The O locus affects the color of brown (irTO) seed coats, with the recessive o allele giving a red-brown (irTo) phenotype . The O locus has been suggested to code the proanthocyanidin (PA, a.k.a. condensed tannin) biosynthesis gene anthocyanidin reductase (ANR), as the gene was located between markers that flank the O locus on the soybean physical map . However molecular genetics analyses have not yet demonstrated the identity of the O locus gene.
Finally, the R locus controls the presence (R) or absence (r) of anthocyanins in black (iRT) or brown (irT) seed coats, respectively . Despite the identification of several pigment genes from soybean, only transcripts for anthocyanidin synthase (ANS) genes (ANS23-1, ANS27-1 and ANS100) have been shown to be overexpressed in the black (iRT) seed coat compared to the brown (irT) nearly-isogenic line by northern blot . The upregulation of several ANS genes suggests the R locus to code a regulatory factor, and raises the possibility that other isogenes for anthocyanin biosynthesis may be upregulated.
Recently, a cDNA coding the UDP-glycose:flavonoid-3-O-glycosyltransferase (UF3GT) gene (UGT78K1) was isolated from the black (iRT) seed coat and shown to function in anthocyanin biosynthesis in vitro and by complementation of a gene mutation in Arabidopsis . However UGT78K1 expressions have not been investigated in relation to seed coat color.
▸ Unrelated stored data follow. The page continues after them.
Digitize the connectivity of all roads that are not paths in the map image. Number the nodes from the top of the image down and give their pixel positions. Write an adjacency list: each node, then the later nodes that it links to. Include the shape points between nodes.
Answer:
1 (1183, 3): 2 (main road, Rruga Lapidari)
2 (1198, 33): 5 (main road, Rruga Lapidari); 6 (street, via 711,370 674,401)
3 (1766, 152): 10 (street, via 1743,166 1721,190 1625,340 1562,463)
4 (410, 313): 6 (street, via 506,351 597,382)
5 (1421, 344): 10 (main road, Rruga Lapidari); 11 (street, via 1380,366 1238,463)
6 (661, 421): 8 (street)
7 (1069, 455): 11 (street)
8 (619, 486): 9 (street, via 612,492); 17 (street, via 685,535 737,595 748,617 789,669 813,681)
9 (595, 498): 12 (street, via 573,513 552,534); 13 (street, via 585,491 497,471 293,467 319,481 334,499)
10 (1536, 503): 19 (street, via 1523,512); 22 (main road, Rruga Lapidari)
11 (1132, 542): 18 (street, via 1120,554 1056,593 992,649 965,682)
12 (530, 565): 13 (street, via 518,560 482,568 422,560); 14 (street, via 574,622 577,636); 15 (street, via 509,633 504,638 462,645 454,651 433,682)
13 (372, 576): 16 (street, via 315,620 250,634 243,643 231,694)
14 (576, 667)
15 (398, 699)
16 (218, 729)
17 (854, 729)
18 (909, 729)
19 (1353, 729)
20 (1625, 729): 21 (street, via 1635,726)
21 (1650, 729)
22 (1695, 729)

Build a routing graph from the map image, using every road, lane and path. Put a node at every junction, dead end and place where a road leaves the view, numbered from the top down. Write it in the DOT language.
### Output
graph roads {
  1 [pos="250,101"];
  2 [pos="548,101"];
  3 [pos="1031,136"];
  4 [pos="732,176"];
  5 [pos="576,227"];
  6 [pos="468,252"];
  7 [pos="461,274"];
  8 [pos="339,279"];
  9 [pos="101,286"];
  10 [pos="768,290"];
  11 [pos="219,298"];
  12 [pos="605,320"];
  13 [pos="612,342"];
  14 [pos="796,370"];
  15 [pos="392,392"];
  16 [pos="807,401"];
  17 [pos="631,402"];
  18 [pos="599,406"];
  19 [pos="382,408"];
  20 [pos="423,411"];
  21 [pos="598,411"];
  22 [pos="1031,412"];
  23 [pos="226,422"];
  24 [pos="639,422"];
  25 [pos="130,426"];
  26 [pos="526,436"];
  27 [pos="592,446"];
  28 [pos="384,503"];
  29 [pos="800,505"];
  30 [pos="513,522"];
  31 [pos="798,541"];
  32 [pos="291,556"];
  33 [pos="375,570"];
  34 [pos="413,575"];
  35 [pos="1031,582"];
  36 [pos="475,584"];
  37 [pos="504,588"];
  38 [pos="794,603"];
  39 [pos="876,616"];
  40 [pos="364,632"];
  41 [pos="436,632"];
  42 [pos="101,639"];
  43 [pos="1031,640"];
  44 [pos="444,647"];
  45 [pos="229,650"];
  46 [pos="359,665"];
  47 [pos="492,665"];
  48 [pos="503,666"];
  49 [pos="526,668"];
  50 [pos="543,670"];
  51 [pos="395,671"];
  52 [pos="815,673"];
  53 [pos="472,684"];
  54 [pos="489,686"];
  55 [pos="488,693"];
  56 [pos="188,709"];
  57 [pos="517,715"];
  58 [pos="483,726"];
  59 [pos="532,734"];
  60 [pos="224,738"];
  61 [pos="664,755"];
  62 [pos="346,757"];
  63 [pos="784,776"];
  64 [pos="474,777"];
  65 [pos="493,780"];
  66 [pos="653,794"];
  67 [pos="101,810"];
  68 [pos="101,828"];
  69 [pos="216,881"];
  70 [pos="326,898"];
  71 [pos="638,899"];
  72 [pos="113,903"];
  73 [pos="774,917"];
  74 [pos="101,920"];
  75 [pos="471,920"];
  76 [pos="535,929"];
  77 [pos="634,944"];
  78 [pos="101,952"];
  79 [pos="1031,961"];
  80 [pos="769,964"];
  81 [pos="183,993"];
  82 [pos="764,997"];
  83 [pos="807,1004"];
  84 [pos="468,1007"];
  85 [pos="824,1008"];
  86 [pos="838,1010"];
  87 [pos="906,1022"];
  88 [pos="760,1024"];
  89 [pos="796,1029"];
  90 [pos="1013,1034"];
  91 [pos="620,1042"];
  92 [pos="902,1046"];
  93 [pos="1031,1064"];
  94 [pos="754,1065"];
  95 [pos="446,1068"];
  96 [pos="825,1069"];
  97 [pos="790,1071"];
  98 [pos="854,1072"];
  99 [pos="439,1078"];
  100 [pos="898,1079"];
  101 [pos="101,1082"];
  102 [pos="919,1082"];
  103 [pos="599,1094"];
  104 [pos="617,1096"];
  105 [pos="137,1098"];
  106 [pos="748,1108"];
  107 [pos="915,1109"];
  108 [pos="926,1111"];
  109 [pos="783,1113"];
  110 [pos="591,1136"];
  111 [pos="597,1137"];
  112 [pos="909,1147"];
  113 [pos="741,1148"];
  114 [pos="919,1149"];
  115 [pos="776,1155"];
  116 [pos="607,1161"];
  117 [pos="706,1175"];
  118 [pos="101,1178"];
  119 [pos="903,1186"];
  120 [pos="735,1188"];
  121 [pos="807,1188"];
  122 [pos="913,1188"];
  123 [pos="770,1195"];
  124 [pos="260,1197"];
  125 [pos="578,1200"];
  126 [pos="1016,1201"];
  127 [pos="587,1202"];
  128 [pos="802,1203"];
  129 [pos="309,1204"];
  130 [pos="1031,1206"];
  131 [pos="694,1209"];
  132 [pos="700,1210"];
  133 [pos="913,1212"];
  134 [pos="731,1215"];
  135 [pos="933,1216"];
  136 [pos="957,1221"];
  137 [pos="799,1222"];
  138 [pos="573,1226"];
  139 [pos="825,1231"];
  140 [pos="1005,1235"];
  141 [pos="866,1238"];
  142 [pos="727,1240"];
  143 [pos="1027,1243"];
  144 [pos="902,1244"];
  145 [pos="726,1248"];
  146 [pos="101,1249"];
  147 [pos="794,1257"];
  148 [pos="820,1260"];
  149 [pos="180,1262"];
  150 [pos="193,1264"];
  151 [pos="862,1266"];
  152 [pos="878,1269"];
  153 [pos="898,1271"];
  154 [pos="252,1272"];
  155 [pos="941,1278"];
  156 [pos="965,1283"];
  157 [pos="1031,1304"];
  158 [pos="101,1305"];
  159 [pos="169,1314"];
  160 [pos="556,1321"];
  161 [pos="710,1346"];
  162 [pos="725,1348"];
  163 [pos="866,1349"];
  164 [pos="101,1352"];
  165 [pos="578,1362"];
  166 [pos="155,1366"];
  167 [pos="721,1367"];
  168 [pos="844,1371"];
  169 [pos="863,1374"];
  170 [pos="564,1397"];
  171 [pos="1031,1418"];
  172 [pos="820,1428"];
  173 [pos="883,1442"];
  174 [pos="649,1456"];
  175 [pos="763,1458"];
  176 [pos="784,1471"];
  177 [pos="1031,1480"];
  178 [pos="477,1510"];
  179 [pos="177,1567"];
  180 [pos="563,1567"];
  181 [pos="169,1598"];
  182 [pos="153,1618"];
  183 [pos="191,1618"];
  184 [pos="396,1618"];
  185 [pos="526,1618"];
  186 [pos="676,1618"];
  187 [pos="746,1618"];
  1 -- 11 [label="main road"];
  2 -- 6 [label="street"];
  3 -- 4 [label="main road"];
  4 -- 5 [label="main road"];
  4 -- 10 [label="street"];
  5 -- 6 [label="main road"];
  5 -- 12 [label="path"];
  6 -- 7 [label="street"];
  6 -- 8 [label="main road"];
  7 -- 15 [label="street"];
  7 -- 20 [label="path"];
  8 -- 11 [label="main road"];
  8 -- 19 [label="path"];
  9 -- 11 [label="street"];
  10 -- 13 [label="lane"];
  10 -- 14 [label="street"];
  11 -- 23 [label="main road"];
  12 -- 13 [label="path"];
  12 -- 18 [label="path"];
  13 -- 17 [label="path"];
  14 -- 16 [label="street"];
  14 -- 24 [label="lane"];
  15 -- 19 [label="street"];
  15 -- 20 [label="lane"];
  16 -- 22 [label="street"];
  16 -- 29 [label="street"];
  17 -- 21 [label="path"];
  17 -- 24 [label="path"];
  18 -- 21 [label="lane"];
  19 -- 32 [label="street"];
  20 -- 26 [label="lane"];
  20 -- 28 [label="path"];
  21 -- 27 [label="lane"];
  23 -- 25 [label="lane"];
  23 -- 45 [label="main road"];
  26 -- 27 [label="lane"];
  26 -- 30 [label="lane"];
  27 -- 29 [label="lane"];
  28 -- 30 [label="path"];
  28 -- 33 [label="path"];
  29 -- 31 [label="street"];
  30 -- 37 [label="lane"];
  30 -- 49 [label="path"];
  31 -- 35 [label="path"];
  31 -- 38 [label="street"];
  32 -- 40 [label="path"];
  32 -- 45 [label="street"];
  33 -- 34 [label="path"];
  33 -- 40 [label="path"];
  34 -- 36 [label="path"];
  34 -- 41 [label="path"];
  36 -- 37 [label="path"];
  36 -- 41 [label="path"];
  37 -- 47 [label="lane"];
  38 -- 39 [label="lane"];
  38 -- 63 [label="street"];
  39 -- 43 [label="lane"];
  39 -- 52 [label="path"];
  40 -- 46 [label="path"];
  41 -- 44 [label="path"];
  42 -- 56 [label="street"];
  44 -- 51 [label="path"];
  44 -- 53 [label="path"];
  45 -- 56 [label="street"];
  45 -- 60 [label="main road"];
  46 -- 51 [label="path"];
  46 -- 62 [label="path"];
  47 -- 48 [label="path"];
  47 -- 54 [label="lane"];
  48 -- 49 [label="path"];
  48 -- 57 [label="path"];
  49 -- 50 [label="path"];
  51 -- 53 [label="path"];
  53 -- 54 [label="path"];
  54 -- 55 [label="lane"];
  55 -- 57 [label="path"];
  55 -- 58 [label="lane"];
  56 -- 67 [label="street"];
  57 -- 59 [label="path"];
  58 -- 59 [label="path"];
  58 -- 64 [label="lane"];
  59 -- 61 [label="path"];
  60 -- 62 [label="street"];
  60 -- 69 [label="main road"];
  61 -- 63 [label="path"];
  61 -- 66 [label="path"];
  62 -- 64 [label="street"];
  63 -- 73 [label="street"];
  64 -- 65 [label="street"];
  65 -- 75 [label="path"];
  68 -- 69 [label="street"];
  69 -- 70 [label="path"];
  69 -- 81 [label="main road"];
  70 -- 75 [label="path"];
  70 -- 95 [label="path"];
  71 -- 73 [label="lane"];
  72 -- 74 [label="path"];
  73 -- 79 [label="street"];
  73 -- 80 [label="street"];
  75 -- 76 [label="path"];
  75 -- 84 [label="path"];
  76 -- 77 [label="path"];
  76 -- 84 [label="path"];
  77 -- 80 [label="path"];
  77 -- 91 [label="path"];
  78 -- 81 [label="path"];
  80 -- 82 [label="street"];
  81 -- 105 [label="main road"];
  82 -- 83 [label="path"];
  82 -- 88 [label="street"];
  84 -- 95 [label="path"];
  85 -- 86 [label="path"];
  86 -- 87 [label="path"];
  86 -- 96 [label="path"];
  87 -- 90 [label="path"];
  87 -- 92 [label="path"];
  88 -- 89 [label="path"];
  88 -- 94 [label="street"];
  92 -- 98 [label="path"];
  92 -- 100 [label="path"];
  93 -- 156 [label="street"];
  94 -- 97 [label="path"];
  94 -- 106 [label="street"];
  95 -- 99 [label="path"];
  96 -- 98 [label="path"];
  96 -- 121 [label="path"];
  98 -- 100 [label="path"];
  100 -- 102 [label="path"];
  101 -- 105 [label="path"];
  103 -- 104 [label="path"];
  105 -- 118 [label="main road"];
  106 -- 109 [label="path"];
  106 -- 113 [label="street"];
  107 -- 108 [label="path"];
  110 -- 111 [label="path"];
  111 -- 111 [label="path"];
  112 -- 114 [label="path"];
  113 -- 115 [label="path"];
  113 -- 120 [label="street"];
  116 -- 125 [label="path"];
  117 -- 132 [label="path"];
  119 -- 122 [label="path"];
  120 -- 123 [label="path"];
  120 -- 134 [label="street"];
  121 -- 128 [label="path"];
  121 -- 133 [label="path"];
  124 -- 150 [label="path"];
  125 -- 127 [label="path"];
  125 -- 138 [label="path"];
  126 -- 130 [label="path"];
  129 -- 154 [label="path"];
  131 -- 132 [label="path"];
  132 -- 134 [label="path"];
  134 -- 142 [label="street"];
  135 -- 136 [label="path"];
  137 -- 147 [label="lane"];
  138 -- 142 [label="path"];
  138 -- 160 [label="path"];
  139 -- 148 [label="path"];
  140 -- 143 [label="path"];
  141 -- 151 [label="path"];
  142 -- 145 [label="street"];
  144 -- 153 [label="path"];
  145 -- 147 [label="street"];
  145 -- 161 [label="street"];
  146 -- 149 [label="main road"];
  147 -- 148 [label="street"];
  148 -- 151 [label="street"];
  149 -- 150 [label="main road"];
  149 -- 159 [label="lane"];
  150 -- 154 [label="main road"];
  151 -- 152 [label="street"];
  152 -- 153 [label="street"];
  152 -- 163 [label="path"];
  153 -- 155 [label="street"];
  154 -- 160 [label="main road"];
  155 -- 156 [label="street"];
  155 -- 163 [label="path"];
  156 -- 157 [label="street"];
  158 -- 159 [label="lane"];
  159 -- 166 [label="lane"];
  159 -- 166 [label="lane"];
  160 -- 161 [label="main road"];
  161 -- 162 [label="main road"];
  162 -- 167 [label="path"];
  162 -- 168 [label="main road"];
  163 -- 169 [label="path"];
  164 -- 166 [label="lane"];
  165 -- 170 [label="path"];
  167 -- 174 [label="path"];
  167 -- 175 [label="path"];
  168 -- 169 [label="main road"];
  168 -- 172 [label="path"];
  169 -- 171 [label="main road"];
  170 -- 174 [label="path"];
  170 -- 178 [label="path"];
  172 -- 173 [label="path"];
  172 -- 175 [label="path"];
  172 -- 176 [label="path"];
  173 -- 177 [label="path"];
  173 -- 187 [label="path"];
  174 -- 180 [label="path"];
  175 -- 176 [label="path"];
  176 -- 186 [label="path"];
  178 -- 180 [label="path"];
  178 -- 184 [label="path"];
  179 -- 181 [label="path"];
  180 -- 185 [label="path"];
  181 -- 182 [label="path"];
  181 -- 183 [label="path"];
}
The soybean genome sequence Glyma1 was predicted to code 46,430 protein-coding genes with nearly 75% of the genes present in multiple copies . This may suggest a relatively high frequency of functional redundancy and increased difficulty in identifying soybean genes by traditional approaches. However, using transcriptome analysis tools such as the Soybean GeneChip equipped with 37,500 probe sets in combination with broad-coverage metabolite analysis methodologies such as LC-MS/MS, gene functions could potentially be efficiently predicted. The combined analysis of transcriptome and metabolite data has been shown to be a powerful approach for the functional identification of unknown genes [20–22]. Metabolite differences caused by the overexpression of a transcription factor, the exposure to a nutritional stress, and by species differences have been correlated with differences in transcriptome profiles to successfully predict the functions of unknown genes in flavonoid, glucosinolate, and alkaloid biosyntheses [21–23].
In the present study we have employed targeted and non-targeted metabolite analysis methodologies and have demonstrated that black (iRT) and brown (irT) nearly-isogenic soybean seed coats do not just differ in the presence/absence of anthocyanins, and have extensive differences in procyanidin, (iso)flavonoid and phenylpropanoid compositions. The underlying differences in gene expressions were then identified by microarray analysis, and the putative functions of 20 unknown genes were assigned by comparison to metabolite data. From the set of differentially regulated genes, two putative late-stage anthocyanin genes were selected and the functions of their coded enzymes were validated in vitro. In addition, a set of gene candidates potentially coded by the R locus have been provided.